• _Work order_
Examine the records and identify each line that includes the string "London". Copy those lines.

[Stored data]
--- --- ---
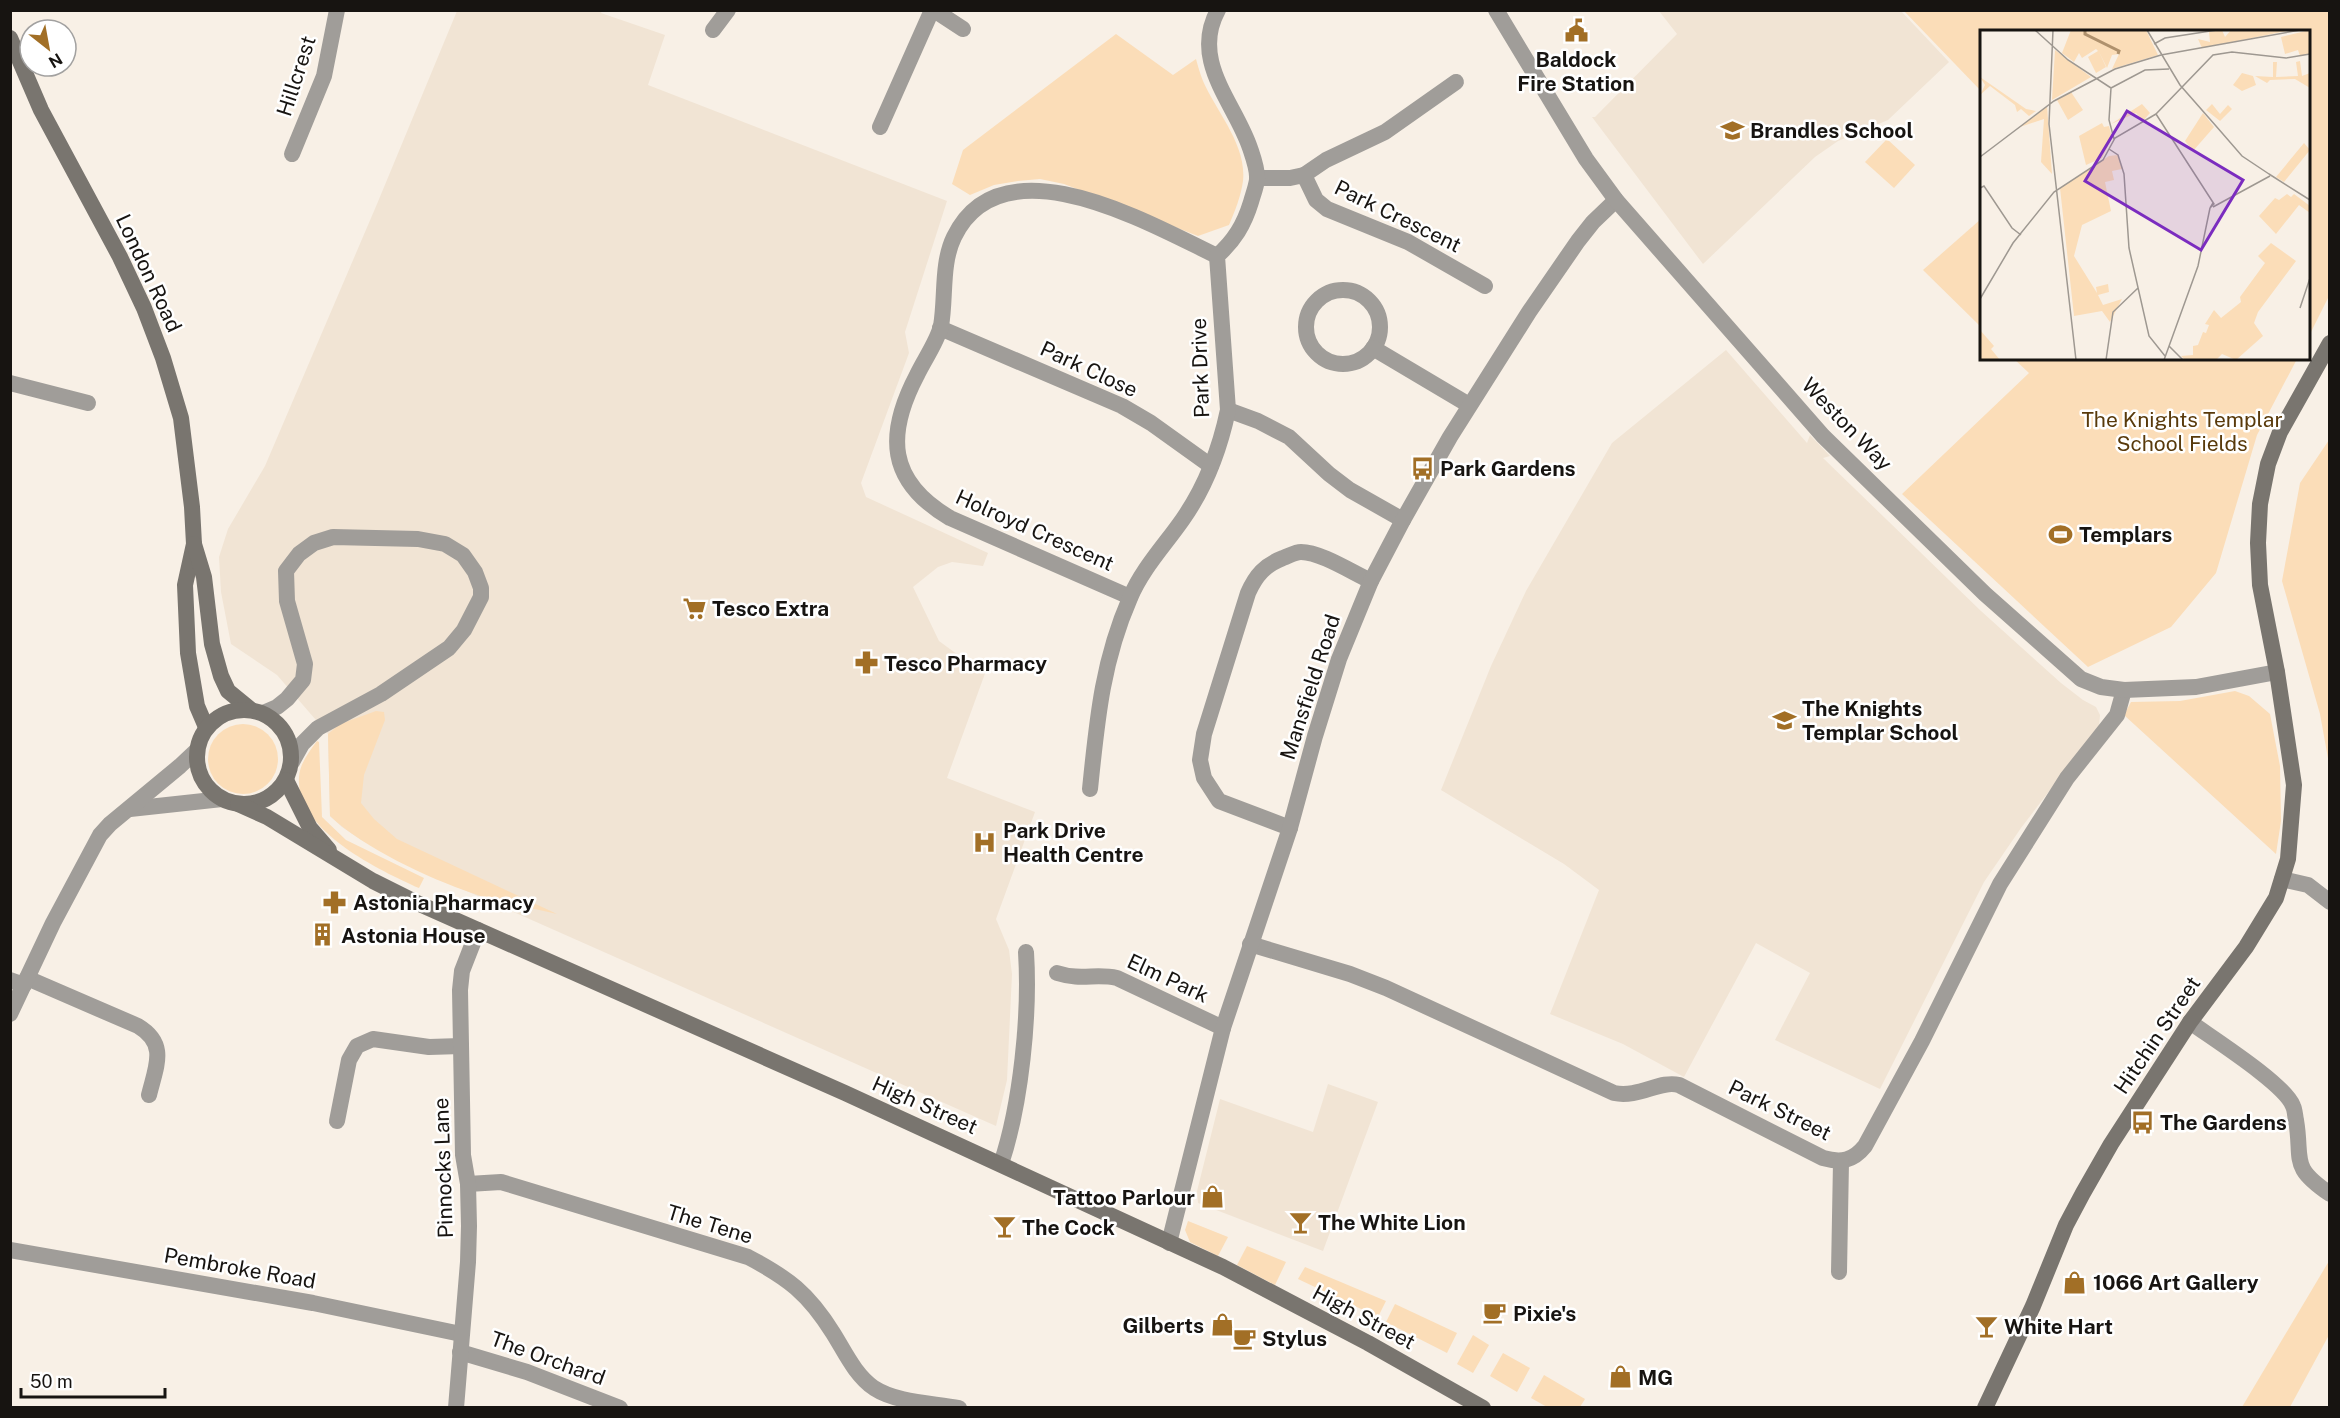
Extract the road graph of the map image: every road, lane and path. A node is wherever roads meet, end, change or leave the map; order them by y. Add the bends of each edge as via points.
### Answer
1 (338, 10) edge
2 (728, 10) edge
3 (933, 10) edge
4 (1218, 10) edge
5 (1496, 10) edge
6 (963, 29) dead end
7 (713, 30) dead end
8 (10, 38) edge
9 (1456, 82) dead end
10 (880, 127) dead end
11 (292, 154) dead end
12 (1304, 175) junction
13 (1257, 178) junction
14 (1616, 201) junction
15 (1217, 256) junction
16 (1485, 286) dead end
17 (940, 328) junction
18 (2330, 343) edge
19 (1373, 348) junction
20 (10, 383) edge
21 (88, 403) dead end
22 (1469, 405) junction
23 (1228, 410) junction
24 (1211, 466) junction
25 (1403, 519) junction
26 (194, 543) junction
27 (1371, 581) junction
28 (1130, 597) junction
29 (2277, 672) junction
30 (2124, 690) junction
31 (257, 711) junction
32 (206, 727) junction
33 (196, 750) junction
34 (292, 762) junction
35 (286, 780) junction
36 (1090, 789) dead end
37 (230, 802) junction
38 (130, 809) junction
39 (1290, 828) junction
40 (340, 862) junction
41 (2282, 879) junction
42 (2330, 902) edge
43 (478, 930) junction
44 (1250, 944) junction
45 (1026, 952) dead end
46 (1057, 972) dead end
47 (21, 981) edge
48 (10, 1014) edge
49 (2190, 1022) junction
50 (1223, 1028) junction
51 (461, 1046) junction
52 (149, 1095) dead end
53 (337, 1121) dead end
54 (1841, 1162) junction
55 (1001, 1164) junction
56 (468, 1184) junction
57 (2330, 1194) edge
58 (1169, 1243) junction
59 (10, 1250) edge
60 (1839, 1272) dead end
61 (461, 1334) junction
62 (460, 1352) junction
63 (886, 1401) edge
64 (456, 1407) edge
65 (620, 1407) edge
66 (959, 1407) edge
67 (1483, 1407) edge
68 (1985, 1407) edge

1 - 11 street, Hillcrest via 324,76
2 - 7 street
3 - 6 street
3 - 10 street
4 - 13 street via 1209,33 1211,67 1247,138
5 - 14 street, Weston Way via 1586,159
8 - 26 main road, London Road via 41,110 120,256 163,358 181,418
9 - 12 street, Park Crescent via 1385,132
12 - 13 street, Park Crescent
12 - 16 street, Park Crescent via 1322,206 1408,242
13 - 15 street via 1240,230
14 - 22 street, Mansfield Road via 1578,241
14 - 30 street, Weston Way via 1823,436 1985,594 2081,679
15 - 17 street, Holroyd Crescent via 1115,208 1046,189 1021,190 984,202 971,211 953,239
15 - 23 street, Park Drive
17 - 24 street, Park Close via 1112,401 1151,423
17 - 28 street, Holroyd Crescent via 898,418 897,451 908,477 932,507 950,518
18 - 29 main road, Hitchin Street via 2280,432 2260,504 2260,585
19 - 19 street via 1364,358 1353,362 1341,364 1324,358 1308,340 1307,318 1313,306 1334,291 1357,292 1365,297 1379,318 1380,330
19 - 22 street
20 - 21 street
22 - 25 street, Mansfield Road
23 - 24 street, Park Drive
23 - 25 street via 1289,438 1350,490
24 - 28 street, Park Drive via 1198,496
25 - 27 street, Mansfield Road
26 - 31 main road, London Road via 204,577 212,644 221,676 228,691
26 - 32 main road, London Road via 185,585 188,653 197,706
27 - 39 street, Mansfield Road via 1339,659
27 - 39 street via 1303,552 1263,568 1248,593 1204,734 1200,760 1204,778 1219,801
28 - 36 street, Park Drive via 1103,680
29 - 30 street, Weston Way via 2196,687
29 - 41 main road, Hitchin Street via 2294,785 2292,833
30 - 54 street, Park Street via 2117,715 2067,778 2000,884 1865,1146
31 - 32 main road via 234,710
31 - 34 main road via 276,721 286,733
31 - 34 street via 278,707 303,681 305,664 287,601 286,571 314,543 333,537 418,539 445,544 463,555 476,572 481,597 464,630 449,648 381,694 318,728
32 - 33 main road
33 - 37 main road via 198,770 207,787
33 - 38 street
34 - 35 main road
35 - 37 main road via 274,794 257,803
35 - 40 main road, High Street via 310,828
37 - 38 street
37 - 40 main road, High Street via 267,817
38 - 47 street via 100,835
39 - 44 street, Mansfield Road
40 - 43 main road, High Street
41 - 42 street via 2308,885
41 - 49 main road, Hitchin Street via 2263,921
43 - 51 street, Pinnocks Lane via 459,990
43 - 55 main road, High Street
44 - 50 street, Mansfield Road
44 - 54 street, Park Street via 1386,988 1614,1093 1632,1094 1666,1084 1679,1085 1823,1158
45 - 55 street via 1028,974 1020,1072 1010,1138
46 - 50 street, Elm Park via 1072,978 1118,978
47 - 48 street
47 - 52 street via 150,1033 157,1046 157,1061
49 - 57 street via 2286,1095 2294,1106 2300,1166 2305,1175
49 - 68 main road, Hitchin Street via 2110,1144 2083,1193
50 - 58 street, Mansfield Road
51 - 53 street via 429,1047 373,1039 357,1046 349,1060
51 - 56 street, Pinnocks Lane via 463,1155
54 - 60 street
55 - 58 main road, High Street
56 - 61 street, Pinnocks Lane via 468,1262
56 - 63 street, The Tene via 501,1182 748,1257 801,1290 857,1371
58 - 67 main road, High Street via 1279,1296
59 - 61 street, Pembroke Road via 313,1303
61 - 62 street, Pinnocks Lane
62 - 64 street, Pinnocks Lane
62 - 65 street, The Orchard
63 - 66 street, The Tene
--- --- ---
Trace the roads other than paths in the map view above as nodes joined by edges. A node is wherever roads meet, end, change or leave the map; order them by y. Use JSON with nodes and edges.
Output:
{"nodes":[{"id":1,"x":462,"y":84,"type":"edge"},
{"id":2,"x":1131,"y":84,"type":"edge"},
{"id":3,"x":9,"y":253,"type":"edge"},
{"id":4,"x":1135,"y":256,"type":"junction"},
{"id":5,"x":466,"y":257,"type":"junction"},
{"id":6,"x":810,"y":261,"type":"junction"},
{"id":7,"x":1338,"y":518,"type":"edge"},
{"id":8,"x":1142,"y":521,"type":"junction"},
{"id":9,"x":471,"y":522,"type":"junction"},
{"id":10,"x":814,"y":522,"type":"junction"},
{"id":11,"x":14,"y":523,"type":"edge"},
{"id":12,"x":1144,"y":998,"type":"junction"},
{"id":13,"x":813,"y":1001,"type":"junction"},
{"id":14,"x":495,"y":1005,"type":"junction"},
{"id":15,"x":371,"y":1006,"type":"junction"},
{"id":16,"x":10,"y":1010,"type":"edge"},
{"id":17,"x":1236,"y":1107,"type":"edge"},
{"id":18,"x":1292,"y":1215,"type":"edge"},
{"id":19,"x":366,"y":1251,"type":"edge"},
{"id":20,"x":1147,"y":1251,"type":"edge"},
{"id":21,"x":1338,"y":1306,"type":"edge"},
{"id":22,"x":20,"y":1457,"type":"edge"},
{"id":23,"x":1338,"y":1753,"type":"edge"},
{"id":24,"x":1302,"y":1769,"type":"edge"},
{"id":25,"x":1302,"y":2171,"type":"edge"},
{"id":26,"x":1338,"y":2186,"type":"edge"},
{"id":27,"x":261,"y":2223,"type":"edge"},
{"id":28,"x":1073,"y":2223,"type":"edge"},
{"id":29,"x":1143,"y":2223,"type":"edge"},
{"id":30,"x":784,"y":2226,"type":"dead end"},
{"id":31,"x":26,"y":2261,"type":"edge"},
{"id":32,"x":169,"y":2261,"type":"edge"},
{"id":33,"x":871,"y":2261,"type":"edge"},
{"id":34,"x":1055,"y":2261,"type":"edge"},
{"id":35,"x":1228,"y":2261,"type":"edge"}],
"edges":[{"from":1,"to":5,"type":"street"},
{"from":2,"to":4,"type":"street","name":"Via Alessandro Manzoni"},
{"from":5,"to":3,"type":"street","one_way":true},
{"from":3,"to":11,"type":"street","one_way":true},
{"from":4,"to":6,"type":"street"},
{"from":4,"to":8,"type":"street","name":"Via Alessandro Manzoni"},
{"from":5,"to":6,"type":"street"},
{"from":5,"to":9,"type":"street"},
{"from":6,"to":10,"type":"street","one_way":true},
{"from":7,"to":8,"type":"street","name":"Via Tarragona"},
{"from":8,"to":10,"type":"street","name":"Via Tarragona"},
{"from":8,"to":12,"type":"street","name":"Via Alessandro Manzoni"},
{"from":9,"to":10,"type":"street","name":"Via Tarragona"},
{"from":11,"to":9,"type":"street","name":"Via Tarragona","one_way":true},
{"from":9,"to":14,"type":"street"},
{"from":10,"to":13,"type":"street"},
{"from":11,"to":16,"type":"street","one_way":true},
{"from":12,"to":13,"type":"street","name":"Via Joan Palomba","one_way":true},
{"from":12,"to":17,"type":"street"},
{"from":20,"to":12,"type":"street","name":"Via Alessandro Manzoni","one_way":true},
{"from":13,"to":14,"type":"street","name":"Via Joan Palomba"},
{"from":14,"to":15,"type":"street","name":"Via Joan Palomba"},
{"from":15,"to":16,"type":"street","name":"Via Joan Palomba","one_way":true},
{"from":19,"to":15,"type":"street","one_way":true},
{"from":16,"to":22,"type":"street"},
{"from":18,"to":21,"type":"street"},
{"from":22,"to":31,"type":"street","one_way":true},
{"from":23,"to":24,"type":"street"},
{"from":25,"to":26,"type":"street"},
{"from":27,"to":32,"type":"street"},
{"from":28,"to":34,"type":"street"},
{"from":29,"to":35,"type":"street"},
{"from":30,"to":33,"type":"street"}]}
--- --- ---
• _Output for this task_
8 - 26 main road, London Road via 41,110 120,256 163,358 181,418
26 - 31 main road, London Road via 204,577 212,644 221,676 228,691
26 - 32 main road, London Road via 185,585 188,653 197,706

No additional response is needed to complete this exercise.